Yep. An emergency. Got to get to the surface.

Joyce -- excellent response to this situation. Kudos to you for handling it so well.

Regarding the hunting and feeding -- As I have said earlier, I don't know if this is the right thing to do -- and apparently, neither do you nor anyone else.

Regarding the role of a Dive Guide -- they guide, they don't babysit -- at least that is my POV.
 
OK. Definite vagal response with perceived threat of shock from blood loss. I felt blacking out was a possibility, and thus C.A.P.E., a controlled ascent because of potential emergency, with buddy assistance.

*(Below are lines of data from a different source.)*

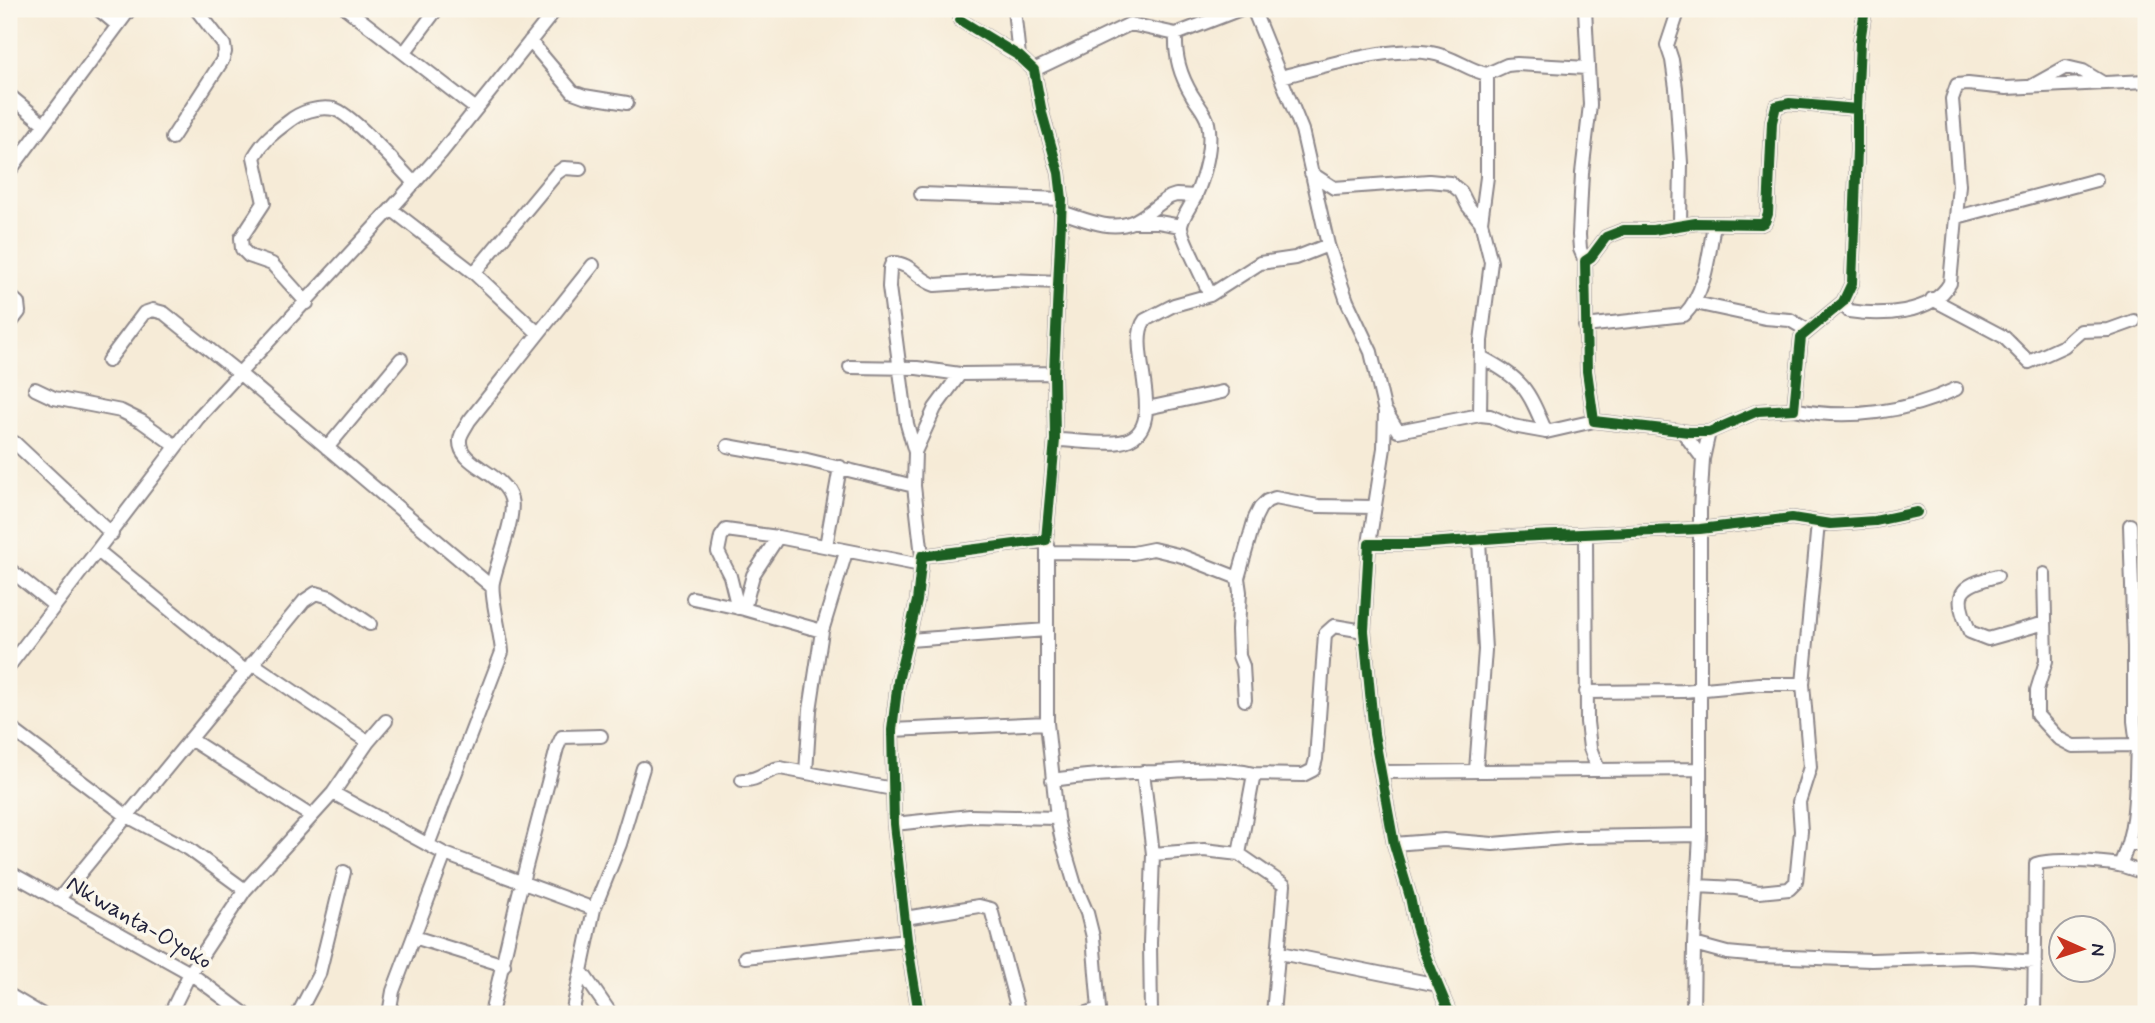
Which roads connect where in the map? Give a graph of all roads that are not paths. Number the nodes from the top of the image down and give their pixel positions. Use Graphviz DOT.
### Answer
graph roads {
  1 [pos="98,9"];
  2 [pos="130,9"];
  3 [pos="196,9"];
  4 [pos="347,9"];
  5 [pos="437,9"];
  6 [pos="555,9"];
  7 [pos="1014,9"];
  8 [pos="1241,9"];
  9 [pos="1253,9"];
  10 [pos="1585,9"];
  11 [pos="1679,9"];
  12 [pos="1865,9"];
  13 [pos="960,20"];
  14 [pos="116,24"];
  15 [pos="1176,34"];
  16 [pos="530,41"];
  17 [pos="404,53"];
  18 [pos="1019,55"];
  19 [pos="1587,68"];
  20 [pos="1034,70"];
  21 [pos="1487,74"];
  22 [pos="1281,77"];
  23 [pos="2146,81"];
  24 [pos="2103,83"];
  25 [pos="2032,86"];
  26 [pos="9,95"];
  27 [pos="626,103"];
  28 [pos="476,109"];
  29 [pos="1857,109"];
  30 [pos="44,124"];
  31 [pos="172,138"];
  32 [pos="580,169"];
  33 [pos="9,172"];
  34 [pos="1311,173"];
  35 [pos="2096,180"];
  36 [pos="414,183"];
  37 [pos="1334,188"];
  38 [pos="921,194"];
  39 [pos="1196,196"];
  40 [pos="1061,205"];
  41 [pos="1318,208"];
  42 [pos="391,209"];
  43 [pos="1957,217"];
  44 [pos="1133,222"];
  45 [pos="1481,222"];
  46 [pos="1680,224"];
  47 [pos="1714,224"];
  48 [pos="1181,226"];
  49 [pos="1328,245"];
  50 [pos="1585,261"];
  51 [pos="593,265"];
  52 [pos="474,273"];
  53 [pos="1058,282"];
  54 [pos="9,295"];
  55 [pos="1210,295"];
  56 [pos="1932,299"];
  57 [pos="1843,302"];
  58 [pos="307,303"];
  59 [pos="1695,303"];
  60 [pos="2134,321"];
  61 [pos="9,325"];
  62 [pos="1585,326"];
  63 [pos="1807,330"];
  64 [pos="538,334"];
  65 [pos="1481,357"];
  66 [pos="401,359"];
  67 [pos="108,361"];
  68 [pos="850,367"];
  69 [pos="900,368"];
  70 [pos="1054,373"];
  71 [pos="240,374"];
  72 [pos="960,374"];
  73 [pos="35,389"];
  74 [pos="1955,389"];
  75 [pos="1222,393"];
  76 [pos="1147,408"];
  77 [pos="1794,409"];
  78 [pos="1385,412"];
  79 [pos="1480,415"];
  80 [pos="1594,421"];
  81 [pos="1682,431"];
  82 [pos="1398,432"];
  83 [pos="1546,432"];
  84 [pos="1709,432"];
  85 [pos="1055,440"];
  86 [pos="15,443"];
  87 [pos="176,446"];
  88 [pos="728,446"];
  89 [pos="327,448"];
  90 [pos="1384,448"];
  91 [pos="915,452"];
  92 [pos="1703,459"];
  93 [pos="840,467"];
  94 [pos="914,486"];
  95 [pos="1374,507"];
  96 [pos="1917,512"];
  97 [pos="1818,523"];
  98 [pos="2130,525"];
  99 [pos="1700,529"];
  100 [pos="111,534"];
  101 [pos="1586,534"];
  102 [pos="778,537"];
  103 [pos="1479,540"];
  104 [pos="1369,544"];
  105 [pos="1047,546"];
  106 [pos="826,547"];
  107 [pos="98,551"];
  108 [pos="846,552"];
  109 [pos="921,561"];
  110 [pos="9,569"];
  111 [pos="2044,575"];
  112 [pos="1997,576"];
  113 [pos="1238,579"];
  114 [pos="492,587"];
  115 [pos="693,598"];
  116 [pos="55,606"];
  117 [pos="741,608"];
  118 [pos="2045,623"];
  119 [pos="370,624"];
  120 [pos="1047,630"];
  121 [pos="822,631"];
  122 [pos="1364,631"];
  123 [pos="909,640"];
  124 [pos="9,666"];
  125 [pos="249,667"];
  126 [pos="1803,684"];
  127 [pos="1698,691"];
  128 [pos="1586,692"];
  129 [pos="1245,700"];
  130 [pos="2140,701"];
  131 [pos="386,721"];
  132 [pos="1047,723"];
  133 [pos="9,727"];
  134 [pos="892,730"];
  135 [pos="601,736"];
  136 [pos="190,739"];
  137 [pos="368,743"];
  138 [pos="2137,745"];
  139 [pos="643,768"];
  140 [pos="1598,769"];
  141 [pos="1699,769"];
  142 [pos="1476,770"];
  143 [pos="1143,772"];
  144 [pos="1381,772"];
  145 [pos="806,773"];
  146 [pos="1254,774"];
  147 [pos="742,780"];
  148 [pos="1052,780"];
  149 [pos="893,789"];
  150 [pos="333,793"];
  151 [pos="127,816"];
  152 [pos="311,817"];
  153 [pos="1057,818"];
  154 [pos="894,824"];
  155 [pos="1700,835"];
  156 [pos="1394,844"];
  157 [pos="2129,844"];
  158 [pos="2146,844"];
  159 [pos="428,845"];
  160 [pos="1153,853"];
  161 [pos="1239,853"];
  162 [pos="445,854"];
  163 [pos="2120,865"];
  164 [pos="9,872"];
  165 [pos="344,872"];
  166 [pos="2146,872"];
  167 [pos="522,882"];
  168 [pos="1697,886"];
  169 [pos="245,890"];
  170 [pos="58,900"];
  171 [pos="594,909"];
  172 [pos="905,918"];
  173 [pos="414,937"];
  174 [pos="906,940"];
  175 [pos="1694,944"];
  176 [pos="1280,953"];
  177 [pos="745,957"];
  178 [pos="2035,962"];
  179 [pos="504,965"];
  180 [pos="582,972"];
  181 [pos="190,973"];
  182 [pos="1438,985"];
  183 [pos="9,995"];
  184 [pos="1099,1012"];
  185 [pos="41,1014"];
  186 [pos="170,1014"];
  187 [pos="245,1014"];
  188 [pos="298,1014"];
  189 [pos="389,1014"];
  190 [pos="491,1014"];
  191 [pos="572,1014"];
  192 [pos="611,1014"];
  193 [pos="919,1014"];
  194 [pos="1019,1014"];
  195 [pos="1084,1014"];
  196 [pos="1151,1014"];
  197 [pos="1273,1014"];
  198 [pos="1450,1014"];
  199 [pos="1693,1014"];
  200 [pos="2021,1014"];
  201 [pos="2034,1014"];
  1 -- 14 [label="street"];
  2 -- 14 [label="street"];
  3 -- 31 [label="street"];
  4 -- 17 [label="street"];
  5 -- 17 [label="street"];
  6 -- 16 [label="street"];
  7 -- 18 [label="street"];
  8 -- 15 [label="street"];
  9 -- 22 [label="street"];
  10 -- 19 [label="street"];
  11 -- 46 [label="street"];
  12 -- 29 [label="street"];
  13 -- 18 [label="street"];
  14 -- 30 [label="street"];
  15 -- 20 [label="street"];
  15 -- 39 [label="street"];
  16 -- 27 [label="street"];
  16 -- 28 [label="street"];
  17 -- 28 [label="street"];
  18 -- 20 [label="street"];
  19 -- 21 [label="street"];
  19 -- 50 [label="street"];
  20 -- 40 [label="street"];
  21 -- 22 [label="street"];
  21 -- 45 [label="street"];
  22 -- 34 [label="street"];
  23 -- 24 [label="street"];
  24 -- 25 [label="street"];
  24 -- 25 [label="street"];
  25 -- 43 [label="street"];
  26 -- 30 [label="street"];
  28 -- 36 [label="street"];
  29 -- 47 [label="street"];
  29 -- 57 [label="street"];
  30 -- 33 [label="street"];
  32 -- 52 [label="street"];
  34 -- 37 [label="street"];
  34 -- 41 [label="street"];
  35 -- 43 [label="street"];
  36 -- 42 [label="street"];
  36 -- 58 [label="street"];
  37 -- 41 [label="street"];
  37 -- 45 [label="street"];
  38 -- 40 [label="street"];
  39 -- 44 [label="street"];
  39 -- 48 [label="street"];
  40 -- 44 [label="street"];
  40 -- 53 [label="street"];
  41 -- 49 [label="street"];
  42 -- 52 [label="street"];
  42 -- 58 [label="street"];
  43 -- 56 [label="street"];
  44 -- 48 [label="street"];
  45 -- 65 [label="street"];
  46 -- 47 [label="street"];
  46 -- 50 [label="street"];
  47 -- 59 [label="street"];
  48 -- 55 [label="street"];
  49 -- 55 [label="street"];
  49 -- 78 [label="street"];
  50 -- 62 [label="street"];
  51 -- 64 [label="street"];
  52 -- 64 [label="street"];
  53 -- 69 [label="street"];
  53 -- 70 [label="street"];
  54 -- 61 [label="street"];
  55 -- 76 [label="street"];
  56 -- 57 [label="street"];
  56 -- 60 [label="street"];
  57 -- 63 [label="street"];
  58 -- 71 [label="street"];
  59 -- 62 [label="street"];
  59 -- 63 [label="street"];
  62 -- 80 [label="street"];
  63 -- 77 [label="street"];
  64 -- 114 [label="street"];
  65 -- 79 [label="street"];
  65 -- 83 [label="street"];
  66 -- 89 [label="street"];
  67 -- 71 [label="street"];
  68 -- 69 [label="street"];
  69 -- 72 [label="street"];
  69 -- 91 [label="street"];
  70 -- 72 [label="street"];
  70 -- 85 [label="street"];
  71 -- 87 [label="street"];
  71 -- 89 [label="street"];
  72 -- 91 [label="street"];
  73 -- 87 [label="street"];
  74 -- 77 [label="street"];
  75 -- 76 [label="street"];
  76 -- 85 [label="street"];
  77 -- 84 [label="street"];
  78 -- 82 [label="street"];
  78 -- 90 [label="street"];
  79 -- 82 [label="street"];
  79 -- 83 [label="street"];
  80 -- 81 [label="street"];
  80 -- 83 [label="street"];
  81 -- 84 [label="street"];
  81 -- 92 [label="street"];
  82 -- 90 [label="street"];
  84 -- 92 [label="street"];
  85 -- 105 [label="street"];
  86 -- 100 [label="street"];
  87 -- 100 [label="street"];
  88 -- 93 [label="street"];
  89 -- 114 [label="street"];
  90 -- 95 [label="street"];
  91 -- 94 [label="street"];
  92 -- 99 [label="street"];
  93 -- 94 [label="street"];
  93 -- 106 [label="street"];
  94 -- 109 [label="street"];
  95 -- 104 [label="street"];
  95 -- 113 [label="street"];
  96 -- 97 [label="street"];
  97 -- 99 [label="street"];
  97 -- 126 [label="street"];
  98 -- 130 [label="street"];
  99 -- 101 [label="street"];
  99 -- 127 [label="street"];
  100 -- 107 [label="street"];
  101 -- 103 [label="street"];
  101 -- 128 [label="street"];
  102 -- 106 [label="street"];
  102 -- 117 [label="street"];
  102 -- 117 [label="street"];
  103 -- 104 [label="street"];
  103 -- 142 [label="street"];
  104 -- 122 [label="street"];
  105 -- 109 [label="street"];
  105 -- 113 [label="street"];
  105 -- 120 [label="street"];
  106 -- 108 [label="street"];
  107 -- 116 [label="street"];
  107 -- 125 [label="street"];
  108 -- 109 [label="street"];
  108 -- 121 [label="street"];
  109 -- 123 [label="street"];
  110 -- 116 [label="street"];
  111 -- 118 [label="street"];
  112 -- 118 [label="street"];
  113 -- 129 [label="street"];
  114 -- 159 [label="street"];
  115 -- 117 [label="street"];
  116 -- 124 [label="street"];
  117 -- 121 [label="street"];
  118 -- 138 [label="street"];
  119 -- 125 [label="street"];
  120 -- 123 [label="street"];
  120 -- 132 [label="street"];
  121 -- 145 [label="street"];
  122 -- 144 [label="street"];
  122 -- 146 [label="street"];
  123 -- 134 [label="street"];
  125 -- 136 [label="street"];
  125 -- 137 [label="street"];
  126 -- 127 [label="street"];
  126 -- 168 [label="street"];
  127 -- 128 [label="street"];
  127 -- 141 [label="street"];
  128 -- 140 [label="street"];
  130 -- 138 [label="street"];
  131 -- 137 [label="street"];
  132 -- 134 [label="street"];
  132 -- 148 [label="street"];
  133 -- 151 [label="street"];
  134 -- 149 [label="street"];
  135 -- 167 [label="street"];
  136 -- 151 [label="street"];
  136 -- 152 [label="street"];
  137 -- 150 [label="street"];
  138 -- 157 [label="street"];
  139 -- 171 [label="street"];
  140 -- 141 [label="street"];
  140 -- 142 [label="street"];
  141 -- 155 [label="street"];
  142 -- 144 [label="street"];
  143 -- 146 [label="street"];
  143 -- 148 [label="street"];
  143 -- 160 [label="street"];
  144 -- 156 [label="street"];
  145 -- 147 [label="street"];
  145 -- 149 [label="street"];
  146 -- 161 [label="street"];
  148 -- 153 [label="street"];
  149 -- 154 [label="street"];
  150 -- 152 [label="street"];
  150 -- 159 [label="street"];
  151 -- 169 [label="street"];
  151 -- 170 [label="street"];
  152 -- 169 [label="street"];
  153 -- 154 [label="street"];
  153 -- 184 [label="street"];
  154 -- 172 [label="street"];
  155 -- 156 [label="street"];
  155 -- 168 [label="street"];
  156 -- 182 [label="street"];
  157 -- 158 [label="street"];
  157 -- 163 [label="street"];
  159 -- 162 [label="street"];
  160 -- 161 [label="street"];
  160 -- 196 [label="street"];
  161 -- 176 [label="street"];
  162 -- 167 [label="street"];
  162 -- 173 [label="street"];
  163 -- 166 [label="street"];
  163 -- 178 [label="street"];
  164 -- 170 [label="street, Nkwanta-Oyoko"];
  165 -- 188 [label="street"];
  167 -- 171 [label="street"];
  167 -- 179 [label="street"];
  168 -- 175 [label="street"];
  169 -- 181 [label="street"];
  170 -- 181 [label="street, Nkwanta-Oyoko"];
  171 -- 180 [label="street"];
  172 -- 174 [label="street"];
  172 -- 194 [label="street"];
  173 -- 179 [label="street"];
  173 -- 189 [label="street"];
  174 -- 177 [label="street"];
  174 -- 193 [label="street"];
  175 -- 178 [label="street"];
  175 -- 199 [label="street"];
  176 -- 182 [label="street"];
  176 -- 197 [label="street"];
  178 -- 201 [label="street"];
  179 -- 190 [label="street"];
  180 -- 191 [label="street"];
  180 -- 192 [label="street"];
  181 -- 186 [label="street"];
  181 -- 187 [label="street, Nkwanta-Oyoko"];
  182 -- 198 [label="street"];
  183 -- 185 [label="street"];
  184 -- 195 [label="street"];
  200 -- 201 [label="street"];
}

And now... should we all sign up for the PADI lionfish elimination specialty course and how do we dispose of the remains?
 
JoyceSchur,
Glad that your injuries weren't debilitating, not questioning calling the dive, that is a good decision based on what happened, and it seems to have come down to semantics, ending the dive doing a normal ascent with buddy assistance due to your injury...right choice, CESA...WRONG choice, you had gas on your back right? I have been part of too many in water dive emergency response teams to question your response to your injury, BUT if there are 10 divers in a group,shoul the divemaster stay with the 8 while you and your buddy surface, OR abort everyone's dive so you feel you are properly cared for? I have worked as DM on boats, and I will tell you now, my response would have been to stop the group and send you up with your buddy, while shepherding the other divers till the end of the dive, but then you would have lambasted me for not shepherding you. I don't expect much from vacation area DM's and am seldom let down.